So, I'm slightly confused. I'm looking at the Splunk documentation and they reference only sending 50 GB/day to an indexer & scaling horizontally. But as I understand it, indexing is not CPU or RAM intensive. With that said, if you have a predictible indexing volume that won't change dramatically, wouldn't it make more sense to build a few very high IO boxes instead of many smaller ones? I mean a bunch of disk is cheaper per gained IO than entire servers.

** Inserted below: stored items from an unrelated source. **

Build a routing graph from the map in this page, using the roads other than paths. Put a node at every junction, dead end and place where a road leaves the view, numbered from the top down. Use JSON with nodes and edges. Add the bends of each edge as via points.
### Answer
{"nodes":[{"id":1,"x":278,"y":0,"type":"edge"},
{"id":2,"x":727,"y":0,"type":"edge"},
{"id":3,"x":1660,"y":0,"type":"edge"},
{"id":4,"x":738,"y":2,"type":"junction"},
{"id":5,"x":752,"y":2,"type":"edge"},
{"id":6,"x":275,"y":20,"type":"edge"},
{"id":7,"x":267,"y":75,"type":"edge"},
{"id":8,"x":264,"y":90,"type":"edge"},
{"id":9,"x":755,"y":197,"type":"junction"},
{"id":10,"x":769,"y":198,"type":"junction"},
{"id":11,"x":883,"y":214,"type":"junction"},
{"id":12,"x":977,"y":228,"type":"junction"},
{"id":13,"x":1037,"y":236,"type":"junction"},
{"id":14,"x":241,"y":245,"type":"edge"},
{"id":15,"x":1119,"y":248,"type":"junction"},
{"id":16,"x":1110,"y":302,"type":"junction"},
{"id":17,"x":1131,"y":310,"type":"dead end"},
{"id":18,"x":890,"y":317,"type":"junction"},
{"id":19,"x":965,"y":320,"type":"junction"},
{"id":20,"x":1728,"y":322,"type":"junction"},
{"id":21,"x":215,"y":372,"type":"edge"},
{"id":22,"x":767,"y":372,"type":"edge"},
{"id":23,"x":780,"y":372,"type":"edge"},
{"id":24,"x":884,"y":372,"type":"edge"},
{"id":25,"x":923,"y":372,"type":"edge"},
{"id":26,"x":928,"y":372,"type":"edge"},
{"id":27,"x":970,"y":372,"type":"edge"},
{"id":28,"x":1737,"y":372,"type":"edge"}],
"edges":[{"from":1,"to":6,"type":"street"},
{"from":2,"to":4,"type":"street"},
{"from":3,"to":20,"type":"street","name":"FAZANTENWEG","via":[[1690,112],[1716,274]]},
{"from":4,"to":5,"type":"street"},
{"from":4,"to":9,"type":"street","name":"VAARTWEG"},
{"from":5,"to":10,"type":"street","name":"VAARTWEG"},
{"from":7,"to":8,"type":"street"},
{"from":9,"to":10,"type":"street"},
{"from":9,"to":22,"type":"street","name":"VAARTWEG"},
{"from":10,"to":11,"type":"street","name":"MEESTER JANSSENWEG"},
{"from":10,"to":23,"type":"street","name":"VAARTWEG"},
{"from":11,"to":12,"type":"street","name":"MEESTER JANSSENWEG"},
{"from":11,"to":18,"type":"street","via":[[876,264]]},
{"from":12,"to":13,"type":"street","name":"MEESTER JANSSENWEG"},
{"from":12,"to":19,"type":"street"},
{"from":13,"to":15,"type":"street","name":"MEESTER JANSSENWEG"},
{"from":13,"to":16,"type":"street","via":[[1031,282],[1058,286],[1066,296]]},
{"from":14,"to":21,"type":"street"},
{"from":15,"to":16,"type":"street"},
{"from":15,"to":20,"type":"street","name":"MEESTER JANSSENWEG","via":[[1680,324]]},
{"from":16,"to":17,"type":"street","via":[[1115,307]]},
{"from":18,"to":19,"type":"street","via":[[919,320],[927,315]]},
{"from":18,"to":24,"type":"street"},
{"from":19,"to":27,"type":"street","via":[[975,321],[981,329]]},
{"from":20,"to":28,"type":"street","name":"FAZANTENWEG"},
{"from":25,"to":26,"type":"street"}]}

The problem I'm having is I think a RAID 10 spinning disk backend & a RAID 1 SSD front end would be better than a bunch of cheap servers. Less rack space, cooling, & power with higher IO then the equivent priced "add more servers" approach. I'm even thinking of throwing away the Hardware RAID card as it is cheaper using an 8 core with hyperthreading and that CPU has room to spare given Splunk's CPU usage.
As I see it storage is about 3 things, volume (events-per-day), Depth (total days of storage), and availability (how many searches a second). For all of these problems I don't see how more cheap servers are better than a single high IO device as you spend a bunch on things not related to storing or searching bits on disk. The only rational I can see behind the whole "bunch of cheap hardware" approach is when you don't know how much you're going to be adding or when, so it makes adoption easier to chew. The downside with it is in 3 years of aggressive adoption it all needs to be ripped out for better hardware. Is there something I'm not understanding?
It is based on a "biggest bang for the buck" calculation. I don't know how Splunk comes up with the numbers exactly, but they are looking for servers in the "sweet spot" in terms of performance vs. cost. Splunk has a great design for scaling - it scales horizontally with ease. And horizontal scaling is almost linear, which is pretty impressive.
The recommendation that I have seen is 200 GB/day for indexing, if the box is "lightly used" for search. Some apps, such as the Splunk Enterprise Security app, are doing massive data correlation - this will have an impact on how much indexing can be done. Here is a great blog article on Splunk Sizing and Performance.
Finally, more boxes means more hardware resilience and faster recovery time if you lose a box. Of course, there are a ton of considerations: are you replicating data, what is your tolerance for failure, what is your physical environment (number of racks, isolation of racks, number of sites, network bandwidth, latency, etc. etc.)
Of course you can just buy a honking big box (or two) and do everything on it. Any recommendation in a manual has to be generic; it has to apply to most situations most of the time. Many companies implement these recommendations without problems. It's up to you to apply your knowledge of your environment and tune the recommendations to fit.
Indeed, there's a zillion variables. To make things even more complicated, the indexers take a good chunk of the search load - ideally almost all of it. This load can be CPU-bound or IO-bound, depending on the types of searches being run. For example, a dense search with basic reporting (say
stats count by field) run from one search head onto a few indexers might load up two cores per indexer, a low amount of IO per indexer, and virtually nothing on the search head. More indexers speed this up dramatically, a mahoosively large/fast single indexer would be slower than these cheaper indexers. Most systems I've seen, the indexers are more busy with searching than indexing. Don't underestimate this, unless your Splunk is intended as a write-only sink for legal/auditing/forensic purposes only (insert sad splunkface here).
For other search types and their impact on the machines see this: http://docs.splunk.com/Documentation/Splunk/6.2.0/Capacity/HowsearchtypesaffectSplunkEnterpriseperfo...
That entire docs book is a good read, have a look at it in its entirety if you haven't already.
If you need more specific help with sizing your environment there's loads of ways your local partners or Splunk SEs can help.
Agree with above, there are many variables.
Very simply put from my experience if search performance is at all important go for as many indexers as you can wrangle the budget for (yeah, helpful statement... I know). If I had my time again, I would have spread our hardware budget across more, lower spec'd servers (fewer cpu cores, less memory and less disk capacity (Still highest iops as possible). From my understanding search is not multithreaded which is what I see as the issue with a single massive server.
upvote for the evocative phrase "...insert sad splunkface..."
imagining an indexer moaning, "I have all this data, and the only people I can tell it to are LAWYERS..."
Vertical scaling normally refers to adding more power to a single server (ie. CPU/RAM/better storage performance), where horizontal scaling would be adding more servers to the solution.
Just read the nice blog article by Patrick Ogdin on Splunk Sizing and Performance here , and I have to say that somewhere on any page that talks about the "current" recommendations, should be the date of the darn article. Yes, eventually someone might figure out it's embedded in the URL, or a resourceful person might click to the author's page and see the date of the article on the link there, but it really ought to just be visible in plain text.